# Exercise prompt
From the first line to the last, restate the records word for word, skipping the pictures.

# Stored items
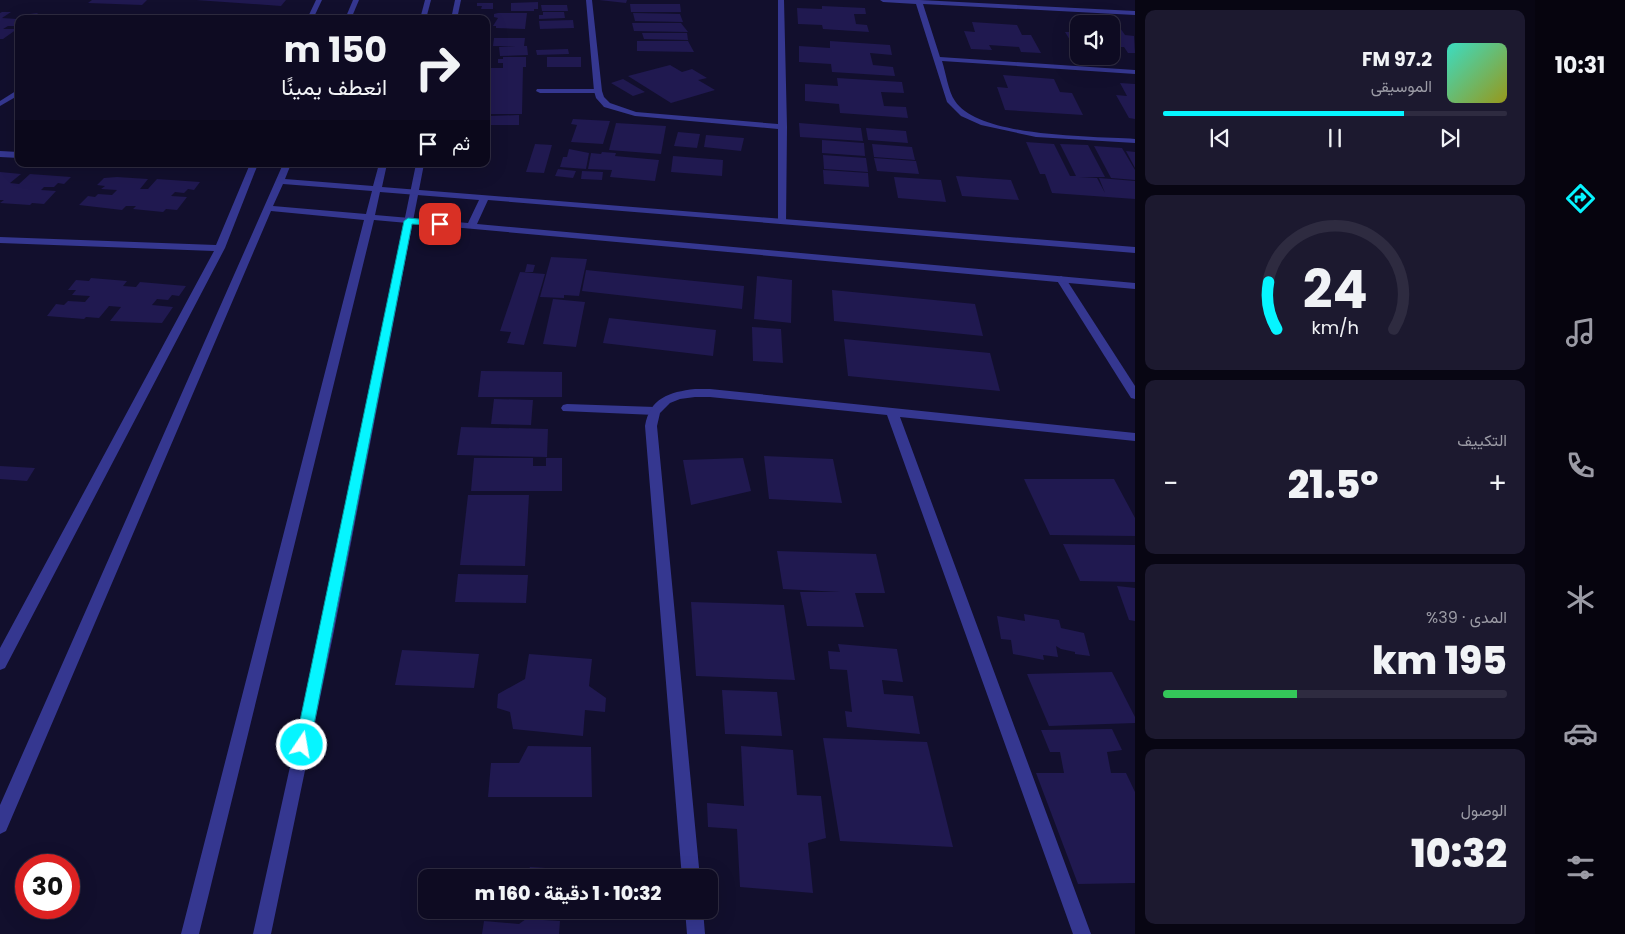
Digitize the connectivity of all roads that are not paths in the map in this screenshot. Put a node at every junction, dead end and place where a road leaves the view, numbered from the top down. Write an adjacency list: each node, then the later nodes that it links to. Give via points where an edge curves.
1 (319, 0): 10 (street)
2 (356, 0): 11 (street)
3 (428, 0): 12 (street)
4 (458, 0): 13 (street)
5 (588, 0): 17 (street)
6 (781, 0): 20 (street)
7 (883, 0): 8 (street)
8 (919, 2): 9 (street); 14 (street)
9 (1135, 14)
10 (312, 15)
11 (350, 15)
12 (424, 15)
13 (455, 15)
14 (938, 59): 15 (street); 21 (street, via 956,110 981,125 1017,132)
15 (1135, 72)
16 (540, 91): 17 (street)
17 (598, 91): 20 (street, via 607,105 635,114)
18 (15, 94): 19 (street)
19 (0, 104)
20 (783, 127): 35 (street)
21 (1135, 141)
22 (0, 154): 23 (street)
23 (15, 155)
24 (253, 167): 38 (street)
25 (286, 167): 28 (street)
26 (382, 167): 29 (street)
27 (419, 167): 30 (street)
28 (280, 181): 29 (street); 32 (street)
29 (376, 188): 30 (street); 33 (street)
30 (413, 192): 31 (street); 34 (street)
31 (484, 197): 35 (street); 36 (street)
32 (268, 208): 33 (street); 48 (street)
33 (369, 217): 34 (street); 51 (street)
34 (408, 221): 36 (street); 52 (street, via 327,631)
35 (783, 222): 39 (street)
36 (471, 226): 40 (street)
37 (0, 240): 38 (street)
38 (220, 248): 47 (street)
39 (1135, 250)
40 (1061, 279): 41 (street); 42 (street)
41 (1135, 286)
42 (1135, 395)
43 (568, 408): 44 (street)
44 (655, 411): 45 (street, via 668,399 687,393 710,393); 49 (street, via 651,426)
45 (892, 412): 46 (street); 54 (street)
46 (1135, 437)
47 (0, 664)
48 (0, 825)
49 (690, 869)
50 (695, 919): 53 (street)
51 (190, 934)
52 (262, 934)
53 (696, 934)
54 (1082, 934)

# Output of the exercise
Digitize the connectivity of all roads that are not paths in the map in this screenshot. Put a node at every junction, dead end and place where a road leaves the view, numbered from the top down. Write an adjacency list: each node, then the later nodes that it links to. Give via points where an edge curves.
1 (319, 0): 10 (street)
2 (356, 0): 11 (street)
3 (428, 0): 12 (street)
4 (458, 0): 13 (street)
5 (588, 0): 17 (street)
6 (781, 0): 20 (street)
7 (883, 0): 8 (street)
8 (919, 2): 9 (street); 14 (street)
9 (1135, 14)
10 (312, 15)
11 (350, 15)
12 (424, 15)
13 (455, 15)
14 (938, 59): 15 (street); 21 (street, via 956,110 981,125 1017,132)
15 (1135, 72)
16 (540, 91): 17 (street)
17 (598, 91): 20 (street, via 607,105 635,114)
18 (15, 94): 19 (street)
19 (0, 104)
20 (783, 127): 35 (street)
21 (1135, 141)
22 (0, 154): 23 (street)
23 (15, 155)
24 (253, 167): 38 (street)
25 (286, 167): 28 (street)
26 (382, 167): 29 (street)
27 (419, 167): 30 (street)
28 (280, 181): 29 (street); 32 (street)
29 (376, 188): 30 (street); 33 (street)
30 (413, 192): 31 (street); 34 (street)
31 (484, 197): 35 (street); 36 (street)
32 (268, 208): 33 (street); 48 (street)
33 (369, 217): 34 (street); 51 (street)
34 (408, 221): 36 (street); 52 (street, via 327,631)
35 (783, 222): 39 (street)
36 (471, 226): 40 (street)
37 (0, 240): 38 (street)
38 (220, 248): 47 (street)
39 (1135, 250)
40 (1061, 279): 41 (street); 42 (street)
41 (1135, 286)
42 (1135, 395)
43 (568, 408): 44 (street)
44 (655, 411): 45 (street, via 668,399 687,393 710,393); 49 (street, via 651,426)
45 (892, 412): 46 (street); 54 (street)
46 (1135, 437)
47 (0, 664)
48 (0, 825)
49 (690, 869)
50 (695, 919): 53 (street)
51 (190, 934)
52 (262, 934)
53 (696, 934)
54 (1082, 934)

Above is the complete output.